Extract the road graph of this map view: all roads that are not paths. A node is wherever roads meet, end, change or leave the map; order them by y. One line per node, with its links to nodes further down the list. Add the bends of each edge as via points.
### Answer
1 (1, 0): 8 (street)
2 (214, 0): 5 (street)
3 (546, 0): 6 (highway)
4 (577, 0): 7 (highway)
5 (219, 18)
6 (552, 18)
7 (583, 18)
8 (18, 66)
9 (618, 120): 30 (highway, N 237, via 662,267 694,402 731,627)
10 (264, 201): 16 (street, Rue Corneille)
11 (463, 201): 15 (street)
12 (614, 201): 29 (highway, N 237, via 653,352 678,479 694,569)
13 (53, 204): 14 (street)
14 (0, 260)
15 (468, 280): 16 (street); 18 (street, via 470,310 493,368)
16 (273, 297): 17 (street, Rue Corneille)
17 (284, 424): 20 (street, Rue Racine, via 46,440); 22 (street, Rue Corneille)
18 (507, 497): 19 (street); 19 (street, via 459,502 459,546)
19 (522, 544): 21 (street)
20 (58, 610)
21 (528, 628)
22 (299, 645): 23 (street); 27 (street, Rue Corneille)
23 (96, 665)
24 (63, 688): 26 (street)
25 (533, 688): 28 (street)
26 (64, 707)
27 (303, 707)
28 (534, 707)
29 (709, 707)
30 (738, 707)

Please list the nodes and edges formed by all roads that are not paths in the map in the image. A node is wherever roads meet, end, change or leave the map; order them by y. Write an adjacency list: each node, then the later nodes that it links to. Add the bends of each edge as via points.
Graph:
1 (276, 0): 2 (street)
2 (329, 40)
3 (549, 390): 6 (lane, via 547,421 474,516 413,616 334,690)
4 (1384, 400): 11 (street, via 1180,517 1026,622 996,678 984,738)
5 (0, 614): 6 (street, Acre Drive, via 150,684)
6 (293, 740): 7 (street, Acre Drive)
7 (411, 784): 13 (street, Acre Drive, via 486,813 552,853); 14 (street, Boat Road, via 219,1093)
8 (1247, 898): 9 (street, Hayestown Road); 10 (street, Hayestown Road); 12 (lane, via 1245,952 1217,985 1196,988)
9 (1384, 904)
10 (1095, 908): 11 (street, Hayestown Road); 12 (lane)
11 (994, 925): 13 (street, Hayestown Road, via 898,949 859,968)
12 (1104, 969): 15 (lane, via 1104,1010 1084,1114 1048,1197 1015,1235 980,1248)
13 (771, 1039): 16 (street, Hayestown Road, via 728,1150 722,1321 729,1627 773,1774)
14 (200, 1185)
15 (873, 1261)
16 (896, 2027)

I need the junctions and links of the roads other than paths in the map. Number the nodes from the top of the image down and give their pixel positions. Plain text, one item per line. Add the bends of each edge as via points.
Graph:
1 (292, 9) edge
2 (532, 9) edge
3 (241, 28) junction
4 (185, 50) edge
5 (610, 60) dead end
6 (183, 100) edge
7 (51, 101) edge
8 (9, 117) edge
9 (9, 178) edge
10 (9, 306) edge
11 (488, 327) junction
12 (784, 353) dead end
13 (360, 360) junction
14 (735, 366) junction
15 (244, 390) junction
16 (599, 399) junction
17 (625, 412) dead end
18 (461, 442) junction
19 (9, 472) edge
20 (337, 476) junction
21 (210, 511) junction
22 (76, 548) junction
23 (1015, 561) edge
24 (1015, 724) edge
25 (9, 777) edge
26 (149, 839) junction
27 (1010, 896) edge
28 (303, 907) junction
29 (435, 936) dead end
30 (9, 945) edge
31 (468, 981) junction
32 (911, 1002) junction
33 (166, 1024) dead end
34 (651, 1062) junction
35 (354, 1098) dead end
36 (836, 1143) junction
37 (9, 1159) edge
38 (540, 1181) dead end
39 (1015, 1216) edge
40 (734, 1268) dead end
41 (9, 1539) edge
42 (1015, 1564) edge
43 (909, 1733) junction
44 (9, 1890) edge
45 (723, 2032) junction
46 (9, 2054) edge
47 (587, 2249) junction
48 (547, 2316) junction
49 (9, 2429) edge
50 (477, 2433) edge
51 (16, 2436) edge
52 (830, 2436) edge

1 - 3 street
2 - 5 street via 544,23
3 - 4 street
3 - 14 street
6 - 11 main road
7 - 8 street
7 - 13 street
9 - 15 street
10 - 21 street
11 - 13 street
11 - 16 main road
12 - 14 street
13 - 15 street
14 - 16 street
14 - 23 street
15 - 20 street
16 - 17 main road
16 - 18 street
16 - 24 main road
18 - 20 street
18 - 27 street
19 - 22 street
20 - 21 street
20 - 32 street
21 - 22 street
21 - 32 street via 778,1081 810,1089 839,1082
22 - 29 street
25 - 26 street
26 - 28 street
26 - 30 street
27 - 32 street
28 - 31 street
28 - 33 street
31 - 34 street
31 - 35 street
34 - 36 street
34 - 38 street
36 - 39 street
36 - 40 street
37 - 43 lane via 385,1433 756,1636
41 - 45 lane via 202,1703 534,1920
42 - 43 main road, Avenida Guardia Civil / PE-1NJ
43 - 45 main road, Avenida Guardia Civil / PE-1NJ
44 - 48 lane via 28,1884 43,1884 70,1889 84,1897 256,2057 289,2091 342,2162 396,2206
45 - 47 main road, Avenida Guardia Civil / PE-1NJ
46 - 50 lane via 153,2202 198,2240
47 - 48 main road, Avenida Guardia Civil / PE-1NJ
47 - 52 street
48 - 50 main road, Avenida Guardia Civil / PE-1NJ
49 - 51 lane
---+---
Among the records above, find each line holding the string "change" and pull it out.

Extract the road graph of this map view: all roads that are not paths. A node is wherever roads meet, end, change or leave the map; order them by y. One line per node, with its links to nodes further down the list. Add the bends of each edge as via points.
Please list the nodes and edges formed by all roads that are not paths in the map in the image. A node is wherever roads meet, end, change or leave the map; order them by y. Write an adjacency list: each node, then the later nodes that it links to. Add the bends of each edge as via points.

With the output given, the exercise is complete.